You're right. Sometimes it can be fine to take a non-canonical transformation and this is often done in practice (though not usually emphasized). I'll explain in an example from quantum mechanics. The analogy to classical mechanics can be seen by replacing the commutator with the Poisson bracket..
Consider a harmonic oscillator Hamiltonian
$$ H = \frac{1}{2} m \omega^2 X_0^2 + \frac{1}{2m}P_0^2 $$
We have that $X_0$ and $P_0$ satisfy the canonical commutation relations $[X_0,P_0] = i\hbar$. Suppose we want to think about the harmonic oscillator in phase space but with $X$ and $P$ on equal footing. We can rescale the variables in such a way that 1) the new variables have the same dimensions and 2) canonical commutation relations are preserved.
\begin{align} X' &= \sqrt{m\omega} X_0\\ P' &= \frac{1}{\sqrt{m\omega}} P_0 \end{align}
This gives us
\begin{align} H &= \frac{\omega}{2}(X'^2 + P'^2)\\ [X',P'] &= i\hbar \end{align}
This was a canonical transformation because it preserves the commutation relations.
Ok. Now I'm going to describe and perform a non-canonical transformation and afterwards I will motivate it more. Say that not only do we want $X$ and $P$ to have the same dimension but we actually want them to be dimensionless! In quantum mechanics there is $\hbar$ which conveniently has units of position times momentum (see canonical commutation relation). If we divide through by this we can make both dimensionless.
\begin{align} X &= \frac{1}{\sqrt{2\hbar}} X'\\ P &= \frac{1}{\sqrt{2\hbar}} P'\\ H &= \hbar \omega (X^2+P^2)\\ [X,P] &= \frac{i}{2} \end{align}
We see that this transformation is non-canonical because it changes the commutation relations. However, it is still useful because it brings the Hamiltonian into a very nice and recognizable form. First of all, we can see that
$$ X^2 + P^2 = a^{\dagger}a + \frac{1}{2} $$
Where $a$ and $a^{\dagger}$ are the annihilation and creation operators. The $\frac{1}{2}$ is unimportant for this discussion. A bit of work can show in this form we have
\begin{align} a &= X+iP\\ a^{\dagger} &= X-iP\\ X &= \frac{1}{2}(a^{\dagger}+a)\\ P &= \frac{i}{2}(a^{\dagger}-a) \end{align}
This transformation was really nice because now that $X$ and $P$ are unitless we can ALSO treat them on equal ground with the unitless bosonic creation and annihilation operators and it is very obvious that $X$ and $P$ are directly related to the real and imaginary parts (Hermitian and ant-Hermitian) parts of $a$.

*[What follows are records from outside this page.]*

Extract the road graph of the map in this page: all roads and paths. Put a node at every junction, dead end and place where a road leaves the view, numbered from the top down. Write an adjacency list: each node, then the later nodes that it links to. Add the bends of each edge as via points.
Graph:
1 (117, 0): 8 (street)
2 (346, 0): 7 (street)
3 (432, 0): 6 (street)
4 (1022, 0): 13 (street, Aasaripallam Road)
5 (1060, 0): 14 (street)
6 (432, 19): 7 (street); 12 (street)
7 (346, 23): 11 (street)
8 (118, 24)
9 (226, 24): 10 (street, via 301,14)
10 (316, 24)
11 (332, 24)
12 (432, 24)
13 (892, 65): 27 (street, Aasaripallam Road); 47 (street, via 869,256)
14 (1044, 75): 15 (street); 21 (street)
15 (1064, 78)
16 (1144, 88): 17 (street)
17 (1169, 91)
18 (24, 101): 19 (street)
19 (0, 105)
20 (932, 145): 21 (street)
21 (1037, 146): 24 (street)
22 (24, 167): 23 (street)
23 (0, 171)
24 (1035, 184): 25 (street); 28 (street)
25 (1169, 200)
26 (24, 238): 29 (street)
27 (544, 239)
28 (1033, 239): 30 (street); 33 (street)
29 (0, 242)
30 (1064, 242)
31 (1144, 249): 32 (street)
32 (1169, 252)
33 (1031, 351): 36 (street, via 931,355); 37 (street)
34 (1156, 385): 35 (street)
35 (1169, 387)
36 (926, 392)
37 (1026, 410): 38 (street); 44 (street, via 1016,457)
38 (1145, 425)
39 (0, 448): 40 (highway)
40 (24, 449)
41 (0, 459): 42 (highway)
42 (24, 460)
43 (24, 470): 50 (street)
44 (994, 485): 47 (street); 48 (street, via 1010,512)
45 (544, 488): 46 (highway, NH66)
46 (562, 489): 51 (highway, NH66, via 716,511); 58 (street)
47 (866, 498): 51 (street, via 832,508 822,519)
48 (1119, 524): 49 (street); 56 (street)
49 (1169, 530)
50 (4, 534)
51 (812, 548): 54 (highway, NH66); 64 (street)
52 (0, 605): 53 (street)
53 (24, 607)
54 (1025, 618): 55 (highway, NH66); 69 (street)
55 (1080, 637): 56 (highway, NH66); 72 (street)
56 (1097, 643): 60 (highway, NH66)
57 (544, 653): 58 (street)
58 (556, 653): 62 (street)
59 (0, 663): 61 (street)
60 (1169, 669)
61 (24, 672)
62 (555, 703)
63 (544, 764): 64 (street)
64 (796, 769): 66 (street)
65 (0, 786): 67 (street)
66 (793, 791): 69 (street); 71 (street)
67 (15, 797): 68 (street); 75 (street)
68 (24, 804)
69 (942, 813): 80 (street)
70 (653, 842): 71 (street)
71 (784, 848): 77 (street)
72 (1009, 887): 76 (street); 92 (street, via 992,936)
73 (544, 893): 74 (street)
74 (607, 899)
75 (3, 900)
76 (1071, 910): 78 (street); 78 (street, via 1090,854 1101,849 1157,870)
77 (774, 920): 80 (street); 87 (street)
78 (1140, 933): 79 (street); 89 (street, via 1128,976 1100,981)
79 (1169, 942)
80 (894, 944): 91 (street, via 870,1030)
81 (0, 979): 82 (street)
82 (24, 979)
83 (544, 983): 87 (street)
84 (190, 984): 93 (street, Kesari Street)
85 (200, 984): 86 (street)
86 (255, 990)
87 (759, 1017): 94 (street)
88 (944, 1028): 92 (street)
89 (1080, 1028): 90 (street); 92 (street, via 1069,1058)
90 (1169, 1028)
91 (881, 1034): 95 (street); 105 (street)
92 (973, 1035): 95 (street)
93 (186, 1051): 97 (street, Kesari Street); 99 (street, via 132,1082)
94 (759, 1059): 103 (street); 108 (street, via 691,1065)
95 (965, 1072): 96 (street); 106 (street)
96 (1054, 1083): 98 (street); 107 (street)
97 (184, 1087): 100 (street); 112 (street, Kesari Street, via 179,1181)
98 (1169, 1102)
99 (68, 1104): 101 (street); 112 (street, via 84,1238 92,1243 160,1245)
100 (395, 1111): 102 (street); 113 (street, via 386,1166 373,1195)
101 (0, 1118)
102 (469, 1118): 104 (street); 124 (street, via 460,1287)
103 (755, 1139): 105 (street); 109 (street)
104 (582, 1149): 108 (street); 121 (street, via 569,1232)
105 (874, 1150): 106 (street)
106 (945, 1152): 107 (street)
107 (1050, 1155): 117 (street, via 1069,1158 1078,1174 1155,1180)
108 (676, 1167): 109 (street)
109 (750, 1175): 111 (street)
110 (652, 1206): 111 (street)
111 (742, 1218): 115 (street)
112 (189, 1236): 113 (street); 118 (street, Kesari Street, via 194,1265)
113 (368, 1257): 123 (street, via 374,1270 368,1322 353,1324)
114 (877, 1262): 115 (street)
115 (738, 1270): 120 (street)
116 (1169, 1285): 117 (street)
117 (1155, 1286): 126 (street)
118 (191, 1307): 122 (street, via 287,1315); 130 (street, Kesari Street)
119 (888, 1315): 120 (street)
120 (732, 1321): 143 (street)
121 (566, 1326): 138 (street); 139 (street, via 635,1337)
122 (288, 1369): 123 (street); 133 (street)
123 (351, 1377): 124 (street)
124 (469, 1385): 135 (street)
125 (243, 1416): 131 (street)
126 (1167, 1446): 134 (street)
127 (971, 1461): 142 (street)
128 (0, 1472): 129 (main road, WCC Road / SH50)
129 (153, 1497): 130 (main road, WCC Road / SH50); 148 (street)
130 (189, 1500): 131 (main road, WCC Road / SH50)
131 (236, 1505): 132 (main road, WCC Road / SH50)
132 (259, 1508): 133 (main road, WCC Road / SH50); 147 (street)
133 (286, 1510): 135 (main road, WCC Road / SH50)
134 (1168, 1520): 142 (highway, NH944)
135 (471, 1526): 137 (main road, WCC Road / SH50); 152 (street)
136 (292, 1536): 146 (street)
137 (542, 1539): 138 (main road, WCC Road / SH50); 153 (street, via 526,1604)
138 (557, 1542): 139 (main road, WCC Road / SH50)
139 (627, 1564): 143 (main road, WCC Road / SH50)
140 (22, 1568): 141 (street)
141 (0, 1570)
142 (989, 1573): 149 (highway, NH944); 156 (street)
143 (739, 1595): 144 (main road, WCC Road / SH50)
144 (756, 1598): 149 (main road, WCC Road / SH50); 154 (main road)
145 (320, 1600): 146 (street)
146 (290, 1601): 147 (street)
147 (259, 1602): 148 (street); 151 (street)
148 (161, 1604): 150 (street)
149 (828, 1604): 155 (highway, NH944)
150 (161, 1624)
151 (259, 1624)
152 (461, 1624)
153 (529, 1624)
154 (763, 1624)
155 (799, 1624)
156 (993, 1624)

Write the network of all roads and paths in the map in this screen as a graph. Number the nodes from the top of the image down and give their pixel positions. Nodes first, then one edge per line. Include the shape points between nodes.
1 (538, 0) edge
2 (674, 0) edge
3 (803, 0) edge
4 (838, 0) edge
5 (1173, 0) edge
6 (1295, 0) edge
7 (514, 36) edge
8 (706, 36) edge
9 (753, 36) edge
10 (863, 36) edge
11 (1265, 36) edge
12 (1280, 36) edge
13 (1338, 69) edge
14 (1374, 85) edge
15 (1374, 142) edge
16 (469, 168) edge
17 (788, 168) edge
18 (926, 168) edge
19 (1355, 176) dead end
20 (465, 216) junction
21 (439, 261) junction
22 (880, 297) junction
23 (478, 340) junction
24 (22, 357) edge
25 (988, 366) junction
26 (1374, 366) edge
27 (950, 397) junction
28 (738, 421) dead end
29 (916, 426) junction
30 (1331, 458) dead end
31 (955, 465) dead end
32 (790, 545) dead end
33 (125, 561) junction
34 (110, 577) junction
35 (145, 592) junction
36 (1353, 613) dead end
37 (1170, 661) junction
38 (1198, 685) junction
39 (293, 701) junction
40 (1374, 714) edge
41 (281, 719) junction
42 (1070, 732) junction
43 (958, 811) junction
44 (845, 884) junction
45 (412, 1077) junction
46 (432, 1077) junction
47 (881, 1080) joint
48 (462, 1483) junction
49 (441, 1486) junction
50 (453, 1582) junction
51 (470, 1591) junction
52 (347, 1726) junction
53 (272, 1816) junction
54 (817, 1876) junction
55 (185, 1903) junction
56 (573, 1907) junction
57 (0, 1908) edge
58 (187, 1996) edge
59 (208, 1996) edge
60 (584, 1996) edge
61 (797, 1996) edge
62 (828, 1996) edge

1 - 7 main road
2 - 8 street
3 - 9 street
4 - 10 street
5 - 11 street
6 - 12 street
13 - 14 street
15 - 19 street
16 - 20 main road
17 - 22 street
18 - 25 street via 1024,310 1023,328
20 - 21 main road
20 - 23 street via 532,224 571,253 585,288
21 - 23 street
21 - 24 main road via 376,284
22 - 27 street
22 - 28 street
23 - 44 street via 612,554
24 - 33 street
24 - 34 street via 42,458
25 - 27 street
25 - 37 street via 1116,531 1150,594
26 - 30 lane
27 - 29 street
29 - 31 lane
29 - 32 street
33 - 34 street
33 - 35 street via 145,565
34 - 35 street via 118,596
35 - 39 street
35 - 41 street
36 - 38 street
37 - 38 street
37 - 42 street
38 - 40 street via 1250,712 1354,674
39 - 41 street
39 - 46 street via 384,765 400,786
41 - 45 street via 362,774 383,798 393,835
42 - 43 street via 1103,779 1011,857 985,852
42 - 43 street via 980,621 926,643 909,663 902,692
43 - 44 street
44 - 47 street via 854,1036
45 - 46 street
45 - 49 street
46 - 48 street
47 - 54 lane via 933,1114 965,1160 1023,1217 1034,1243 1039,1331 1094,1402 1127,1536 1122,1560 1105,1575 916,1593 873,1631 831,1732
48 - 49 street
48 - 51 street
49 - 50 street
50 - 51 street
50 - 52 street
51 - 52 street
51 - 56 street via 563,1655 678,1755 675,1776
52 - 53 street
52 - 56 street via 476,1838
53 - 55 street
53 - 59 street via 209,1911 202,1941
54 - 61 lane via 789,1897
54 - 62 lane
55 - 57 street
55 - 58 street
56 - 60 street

All of this was to motivate that sometimes it is useful to do non-canonical transformations. Now a note as to why we might want to avoid non-canonical commutation relations. The answer is just that it introduces the possibility of making a mistake. Say we are looking for the equations of motion. We know the Heisenberg equation of motion for an operator is
$$ \dot{O} = -\frac{i}{\hbar}[O,H] $$
We can calculate the time evolution for $X$ as
\begin{align} \dot{X} &= -\frac{i}{\hbar}\hbar \omega [X,P^2] = -\frac{i}{\hbar} 2\frac{i}{2}\hbar \omega P = \omega P \end{align}
However, if we had given the Hamiltonian to our friend but forgotten to tell them that we are using $X$ and $P$ with $[X,P] = \frac{i}{2}$ then they may have accidentally used the canonical commutation relations and calculated
\begin{align} \dot{X} = -\frac{i}{\hbar}\hbar \omega [X,P^2] \rightarrow -\frac{i}{\hbar} \hbar \omega 2 i \hbar P= 2\hbar \omega P \end{align}
This would be incorrect. So basically, the canonical commutation relations are sort of like conventional commutation relations. You can use non-canonical transformations, and sometimes this may be useful, but allowing yourself to use non-canonical transformations means you have to do a better job keeping track of what variables you are using. In quantum mechanics this is something which is natural to do anyways so it is not really surprising or commented upon when such non-canonical variables are used. In classical mechanics it may be less useful and more strongly enforced that one should not use non-canonical coordinates so it is done less often.
See the Wikipedia on Optical Phase Space for an example where these sorts of $X$ and $P$ quadrature operators are used. Otherwise see any intro quantum optics book.